I would like every record printed again, exactly as shown.

(Exercise material Opens)

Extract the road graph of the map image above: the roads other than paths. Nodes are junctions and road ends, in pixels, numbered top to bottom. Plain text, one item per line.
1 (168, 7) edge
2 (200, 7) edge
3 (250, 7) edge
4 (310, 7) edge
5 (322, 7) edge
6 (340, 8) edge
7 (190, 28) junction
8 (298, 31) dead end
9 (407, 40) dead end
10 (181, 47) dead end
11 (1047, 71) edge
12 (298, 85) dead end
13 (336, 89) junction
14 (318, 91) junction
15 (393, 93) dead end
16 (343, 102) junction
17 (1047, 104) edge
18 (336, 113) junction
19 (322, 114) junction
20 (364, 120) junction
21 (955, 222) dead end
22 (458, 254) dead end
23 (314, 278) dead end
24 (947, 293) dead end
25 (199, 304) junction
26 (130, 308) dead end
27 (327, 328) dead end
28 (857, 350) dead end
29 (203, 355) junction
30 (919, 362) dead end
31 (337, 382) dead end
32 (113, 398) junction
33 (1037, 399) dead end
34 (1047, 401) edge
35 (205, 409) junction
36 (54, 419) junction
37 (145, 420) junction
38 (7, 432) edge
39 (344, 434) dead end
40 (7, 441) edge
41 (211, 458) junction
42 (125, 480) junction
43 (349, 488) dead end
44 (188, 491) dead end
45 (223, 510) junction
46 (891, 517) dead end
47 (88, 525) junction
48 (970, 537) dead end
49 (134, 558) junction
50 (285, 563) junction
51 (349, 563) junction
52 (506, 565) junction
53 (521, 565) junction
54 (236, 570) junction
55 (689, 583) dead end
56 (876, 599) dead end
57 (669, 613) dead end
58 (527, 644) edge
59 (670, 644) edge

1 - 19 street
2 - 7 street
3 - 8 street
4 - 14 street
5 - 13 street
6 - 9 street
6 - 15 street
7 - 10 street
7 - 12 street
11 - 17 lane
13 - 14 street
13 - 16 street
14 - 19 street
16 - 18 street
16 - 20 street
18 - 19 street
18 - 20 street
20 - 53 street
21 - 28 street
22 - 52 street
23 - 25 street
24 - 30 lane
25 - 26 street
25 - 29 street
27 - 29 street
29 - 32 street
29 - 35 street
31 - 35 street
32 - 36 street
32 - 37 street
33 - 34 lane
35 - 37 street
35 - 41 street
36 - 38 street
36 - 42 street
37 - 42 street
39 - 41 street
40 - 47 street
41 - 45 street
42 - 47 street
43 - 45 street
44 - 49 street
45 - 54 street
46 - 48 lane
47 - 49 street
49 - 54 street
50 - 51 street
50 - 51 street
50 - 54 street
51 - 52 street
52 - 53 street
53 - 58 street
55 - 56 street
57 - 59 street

(Exercise material Closes)

-- Answer box --
Extract the road graph of the map image above: the roads other than paths. Nodes are junctions and road ends, in pixels, numbered top to bottom. Plain text, one item per line.
1 (168, 7) edge
2 (200, 7) edge
3 (250, 7) edge
4 (310, 7) edge
5 (322, 7) edge
6 (340, 8) edge
7 (190, 28) junction
8 (298, 31) dead end
9 (407, 40) dead end
10 (181, 47) dead end
11 (1047, 71) edge
12 (298, 85) dead end
13 (336, 89) junction
14 (318, 91) junction
15 (393, 93) dead end
16 (343, 102) junction
17 (1047, 104) edge
18 (336, 113) junction
19 (322, 114) junction
20 (364, 120) junction
21 (955, 222) dead end
22 (458, 254) dead end
23 (314, 278) dead end
24 (947, 293) dead end
25 (199, 304) junction
26 (130, 308) dead end
27 (327, 328) dead end
28 (857, 350) dead end
29 (203, 355) junction
30 (919, 362) dead end
31 (337, 382) dead end
32 (113, 398) junction
33 (1037, 399) dead end
34 (1047, 401) edge
35 (205, 409) junction
36 (54, 419) junction
37 (145, 420) junction
38 (7, 432) edge
39 (344, 434) dead end
40 (7, 441) edge
41 (211, 458) junction
42 (125, 480) junction
43 (349, 488) dead end
44 (188, 491) dead end
45 (223, 510) junction
46 (891, 517) dead end
47 (88, 525) junction
48 (970, 537) dead end
49 (134, 558) junction
50 (285, 563) junction
51 (349, 563) junction
52 (506, 565) junction
53 (521, 565) junction
54 (236, 570) junction
55 (689, 583) dead end
56 (876, 599) dead end
57 (669, 613) dead end
58 (527, 644) edge
59 (670, 644) edge

1 - 19 street
2 - 7 street
3 - 8 street
4 - 14 street
5 - 13 street
6 - 9 street
6 - 15 street
7 - 10 street
7 - 12 street
11 - 17 lane
13 - 14 street
13 - 16 street
14 - 19 street
16 - 18 street
16 - 20 street
18 - 19 street
18 - 20 street
20 - 53 street
21 - 28 street
22 - 52 street
23 - 25 street
24 - 30 lane
25 - 26 street
25 - 29 street
27 - 29 street
29 - 32 street
29 - 35 street
31 - 35 street
32 - 36 street
32 - 37 street
33 - 34 lane
35 - 37 street
35 - 41 street
36 - 38 street
36 - 42 street
37 - 42 street
39 - 41 street
40 - 47 street
41 - 45 street
42 - 47 street
43 - 45 street
44 - 49 street
45 - 54 street
46 - 48 lane
47 - 49 street
49 - 54 street
50 - 51 street
50 - 51 street
50 - 54 street
51 - 52 street
52 - 53 street
53 - 58 street
55 - 56 street
57 - 59 street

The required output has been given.